<<<<

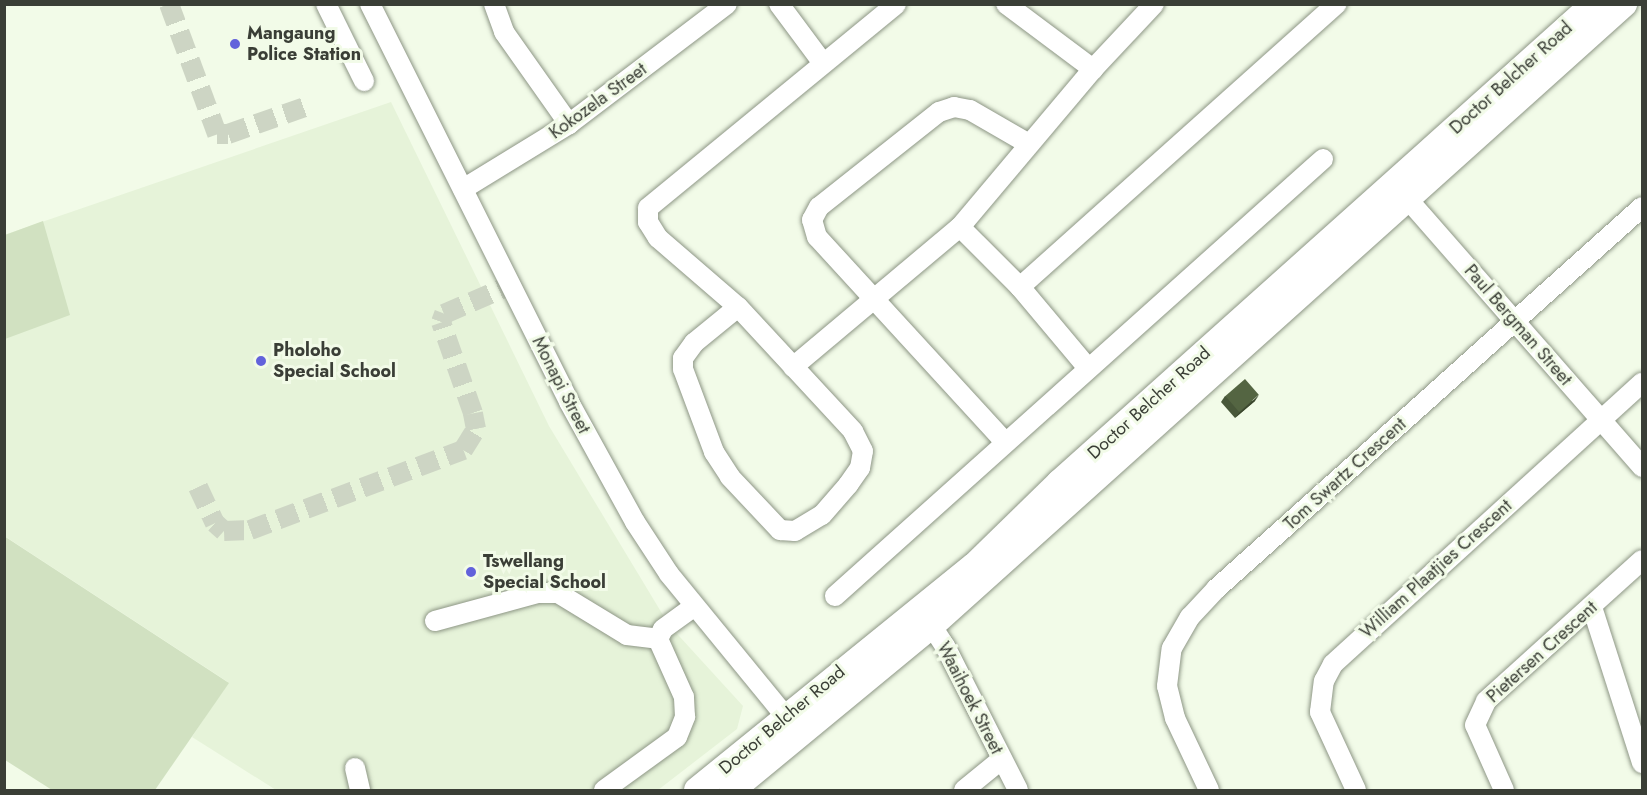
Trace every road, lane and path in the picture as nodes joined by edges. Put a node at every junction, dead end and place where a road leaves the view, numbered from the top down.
1 (326, 4) edge
2 (370, 4) edge
3 (494, 4) edge
4 (727, 4) edge
5 (779, 4) edge
6 (896, 4) edge
7 (1006, 4) edge
8 (1154, 4) edge
9 (1337, 4) edge
10 (1594, 4) edge
11 (1624, 4) edge
12 (822, 62) junction
13 (1093, 69) junction
14 (364, 81) dead end
15 (569, 124) junction
16 (1029, 144) junction
17 (1323, 159) dead end
18 (463, 189) junction
19 (1400, 190) junction
20 (1642, 207) edge
21 (960, 227) junction
22 (1020, 287) junction
23 (876, 301) junction
24 (738, 308) junction
25 (1515, 322) junction
26 (793, 367) junction
27 (1088, 368) junction
28 (1642, 383) edge
29 (1601, 421) junction
30 (1005, 442) junction
31 (1642, 467) edge
32 (1642, 560) edge
33 (835, 596) dead end
34 (695, 606) junction
35 (1592, 607) junction
36 (926, 616) junction
37 (435, 621) dead end
38 (658, 639) junction
39 (793, 726) junction
40 (1002, 759) junction
41 (1642, 763) edge
42 (355, 768) dead end
43 (360, 790) edge
44 (604, 790) edge
45 (697, 790) edge
46 (732, 790) edge
47 (964, 790) edge
48 (1018, 790) edge
49 (1209, 790) edge
50 (1356, 790) edge
51 (1503, 790) edge

1 - 14 street
2 - 18 street, Monapi Street
3 - 15 street
4 - 15 street, Kokozela Street
5 - 12 street
6 - 12 street
7 - 13 street
8 - 13 street
9 - 22 street
10 - 19 main road, Doctor Belcher Road
11 - 19 main road, Doctor Belcher Road
12 - 24 street
13 - 16 street
15 - 18 street, Kokozela Street
16 - 21 street
16 - 23 street
17 - 27 street
18 - 34 street, Monapi Street
19 - 25 street, Paul Bergman Street
19 - 36 main road, Doctor Belcher Road
20 - 25 street, Tom Swartz Crescent
21 - 22 street
21 - 23 street
22 - 27 street
23 - 26 street
23 - 30 street
24 - 26 street
24 - 26 street
25 - 29 street, Paul Bergman Street
25 - 49 street, Tom Swartz Crescent
27 - 30 street
28 - 29 street, William Plaatjies Crescent
29 - 31 street, Paul Bergman Street
29 - 50 street, William Plaatjies Crescent
30 - 33 street
32 - 35 street, Pietersen Crescent
34 - 38 street
34 - 39 street, Monapi Street
35 - 41 street
35 - 51 street, Pietersen Crescent
36 - 39 main road, Doctor Belcher Road
36 - 40 street, Waaihoek Street
37 - 38 street
38 - 44 street
39 - 45 main road, Doctor Belcher Road
39 - 46 main road, Doctor Belcher Road
40 - 47 street
40 - 48 street, Waaihoek Street
42 - 43 street

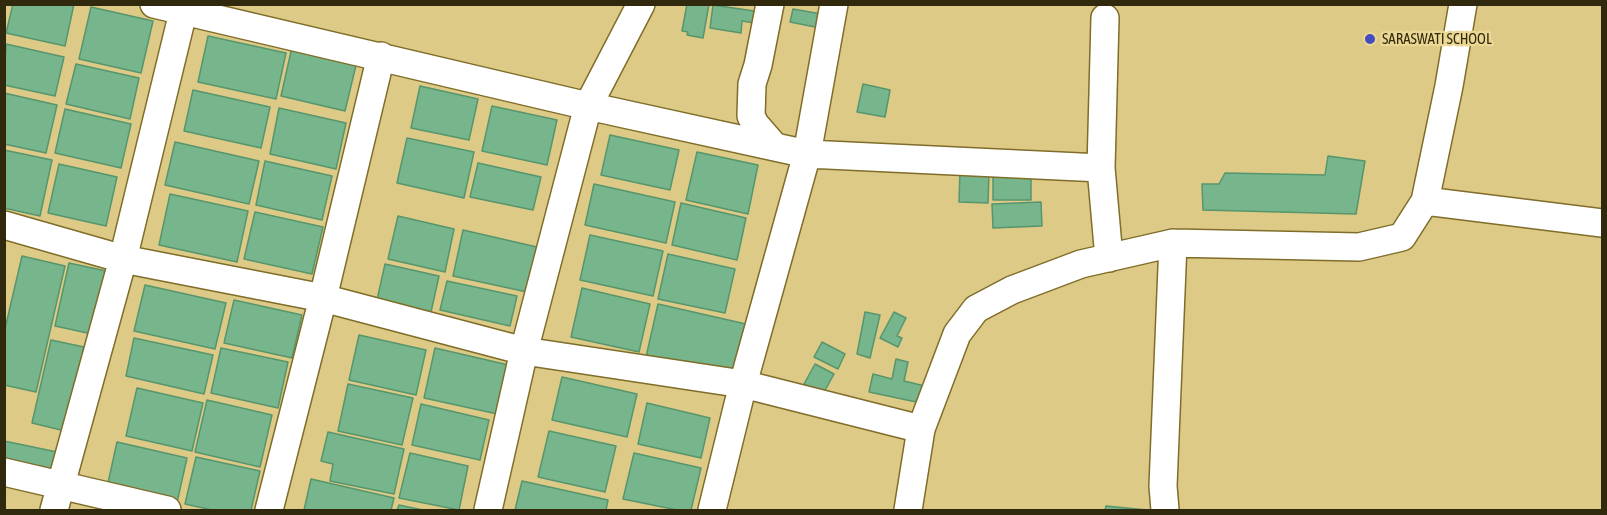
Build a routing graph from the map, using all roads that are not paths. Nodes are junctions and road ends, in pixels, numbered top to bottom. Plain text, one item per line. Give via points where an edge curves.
1 (154, 4) edge
2 (640, 4) edge
3 (770, 4) edge
4 (834, 4) edge
5 (1463, 4) edge
6 (184, 8) edge
7 (1105, 18) dead end
8 (381, 56) junction
9 (588, 106) junction
10 (775, 147) junction
11 (807, 154) junction
12 (1101, 168) junction
13 (1425, 201) junction
14 (1602, 223) edge
15 (4, 225) edge
16 (1173, 243) junction
17 (1109, 258) junction
18 (123, 260) junction
19 (323, 298) junction
20 (524, 351) junction
21 (743, 384) junction
22 (921, 429) junction
23 (4, 472) edge
24 (57, 498) edge
25 (167, 510) edge
26 (269, 510) edge
27 (488, 510) edge
28 (712, 510) edge
29 (908, 510) edge
30 (1166, 510) edge

1 - 6 street
2 - 9 street
3 - 10 street via 752,84 751,116
4 - 11 street
5 - 13 street
6 - 8 street
6 - 18 street
7 - 12 street
8 - 9 street
8 - 19 street
9 - 10 street
9 - 20 street
10 - 11 street
11 - 12 street
11 - 21 street
12 - 17 street
13 - 14 street
13 - 16 street via 1402,237 1359,248
15 - 18 street
16 - 17 street
16 - 30 street via 1163,486
17 - 22 street via 1081,264 1012,290 976,309 957,334
18 - 19 street
18 - 24 street
19 - 20 street
19 - 26 street
20 - 21 street
20 - 27 street
21 - 22 street
21 - 28 street
22 - 29 street
23 - 24 street
24 - 25 street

>>>>

Activity: Filter the entries down to the lines containing "where". Copy each of those lines.

Solution to this problem:
Trace every road, lane and path in the picture as nodes joined by edges. Put a node at every junction, dead end and place where a road leaves the view, numbered from the top down.
Build a routing graph from the map, using all roads that are not paths. Nodes are junctions and road ends, in pixels, numbered top to bottom. Plain text, one item per line. Give via points where an edge curves.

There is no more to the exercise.